**WHAT THE TASK REQUIRES:** Transcribe all records below exactly, without images.

**DATA IN THIS EXERCISE:**
- - -

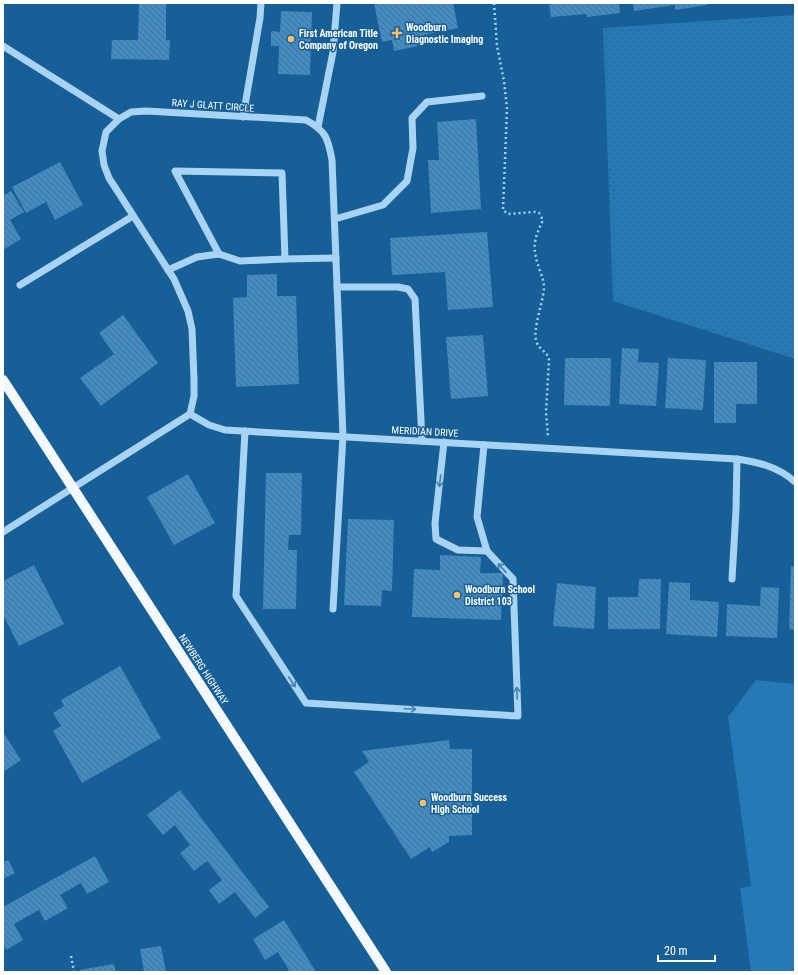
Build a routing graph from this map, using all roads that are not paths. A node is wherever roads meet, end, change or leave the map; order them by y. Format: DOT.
graph roads {
  1 [pos="261,3"];
  2 [pos="336,3"];
  3 [pos="3,46"];
  4 [pos="482,96"];
  5 [pos="243,116"];
  6 [pos="119,118"];
  7 [pos="318,127"];
  8 [pos="133,216"];
  9 [pos="334,219"];
  10 [pos="219,254"];
  11 [pos="336,258"];
  12 [pos="285,259"];
  13 [pos="168,270"];
  14 [pos="20,285"];
  15 [pos="337,287"];
  16 [pos="3,380"];
  17 [pos="190,414"];
  18 [pos="245,431"];
  19 [pos="343,436"];
  20 [pos="422,441"];
  21 [pos="444,442"];
  22 [pos="484,445"];
  23 [pos="737,459"];
  24 [pos="795,482"];
  25 [pos="72,487"];
  26 [pos="3,532"];
  27 [pos="487,551"];
  28 [pos="732,579"];
  29 [pos="333,609"];
  30 [pos="386,972"];
  1 -- 5 [label="street"];
  2 -- 7 [label="street"];
  3 -- 6 [label="street"];
  4 -- 9 [label="street"];
  5 -- 6 [label="street, RAY J GLATT CIRCLE"];
  5 -- 7 [label="street, RAY J GLATT CIRCLE"];
  6 -- 8 [label="street, RAY J GLATT CIRCLE"];
  7 -- 9 [label="street"];
  8 -- 13 [label="street, RAY J GLATT CIRCLE"];
  8 -- 14 [label="street"];
  9 -- 11 [label="street"];
  10 -- 12 [label="street"];
  10 -- 12 [label="street"];
  10 -- 13 [label="street"];
  11 -- 12 [label="street"];
  11 -- 15 [label="street"];
  13 -- 17 [label="street, RAY J GLATT CIRCLE"];
  15 -- 19 [label="street"];
  15 -- 20 [label="street"];
  16 -- 25 [label="main road, NEWBERG HIGHWAY"];
  17 -- 18 [label="street, MERIDIAN DRIVE"];
  17 -- 25 [label="street"];
  18 -- 19 [label="street, MERIDIAN DRIVE"];
  18 -- 27 [label="street, one-way"];
  19 -- 20 [label="street, MERIDIAN DRIVE"];
  19 -- 29 [label="street"];
  20 -- 21 [label="street, MERIDIAN DRIVE"];
  21 -- 22 [label="street, MERIDIAN DRIVE"];
  21 -- 27 [label="street, one-way"];
  22 -- 23 [label="street, MERIDIAN DRIVE"];
  22 -- 27 [label="street"];
  23 -- 24 [label="street, MERIDIAN DRIVE"];
  23 -- 28 [label="street"];
  25 -- 26 [label="street"];
  25 -- 30 [label="main road, NEWBERG HIGHWAY"];
}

- - -

**EXPECTED ANSWER:**
Build a routing graph from this map, using all roads that are not paths. A node is wherever roads meet, end, change or leave the map; order them by y. Format: DOT.
graph roads {
  1 [pos="261,3"];
  2 [pos="336,3"];
  3 [pos="3,46"];
  4 [pos="482,96"];
  5 [pos="243,116"];
  6 [pos="119,118"];
  7 [pos="318,127"];
  8 [pos="133,216"];
  9 [pos="334,219"];
  10 [pos="219,254"];
  11 [pos="336,258"];
  12 [pos="285,259"];
  13 [pos="168,270"];
  14 [pos="20,285"];
  15 [pos="337,287"];
  16 [pos="3,380"];
  17 [pos="190,414"];
  18 [pos="245,431"];
  19 [pos="343,436"];
  20 [pos="422,441"];
  21 [pos="444,442"];
  22 [pos="484,445"];
  23 [pos="737,459"];
  24 [pos="795,482"];
  25 [pos="72,487"];
  26 [pos="3,532"];
  27 [pos="487,551"];
  28 [pos="732,579"];
  29 [pos="333,609"];
  30 [pos="386,972"];
  1 -- 5 [label="street"];
  2 -- 7 [label="street"];
  3 -- 6 [label="street"];
  4 -- 9 [label="street"];
  5 -- 6 [label="street, RAY J GLATT CIRCLE"];
  5 -- 7 [label="street, RAY J GLATT CIRCLE"];
  6 -- 8 [label="street, RAY J GLATT CIRCLE"];
  7 -- 9 [label="street"];
  8 -- 13 [label="street, RAY J GLATT CIRCLE"];
  8 -- 14 [label="street"];
  9 -- 11 [label="street"];
  10 -- 12 [label="street"];
  10 -- 12 [label="street"];
  10 -- 13 [label="street"];
  11 -- 12 [label="street"];
  11 -- 15 [label="street"];
  13 -- 17 [label="street, RAY J GLATT CIRCLE"];
  15 -- 19 [label="street"];
  15 -- 20 [label="street"];
  16 -- 25 [label="main road, NEWBERG HIGHWAY"];
  17 -- 18 [label="street, MERIDIAN DRIVE"];
  17 -- 25 [label="street"];
  18 -- 19 [label="street, MERIDIAN DRIVE"];
  18 -- 27 [label="street, one-way"];
  19 -- 20 [label="street, MERIDIAN DRIVE"];
  19 -- 29 [label="street"];
  20 -- 21 [label="street, MERIDIAN DRIVE"];
  21 -- 22 [label="street, MERIDIAN DRIVE"];
  21 -- 27 [label="street, one-way"];
  22 -- 23 [label="street, MERIDIAN DRIVE"];
  22 -- 27 [label="street"];
  23 -- 24 [label="street, MERIDIAN DRIVE"];
  23 -- 28 [label="street"];
  25 -- 26 [label="street"];
  25 -- 30 [label="main road, NEWBERG HIGHWAY"];
}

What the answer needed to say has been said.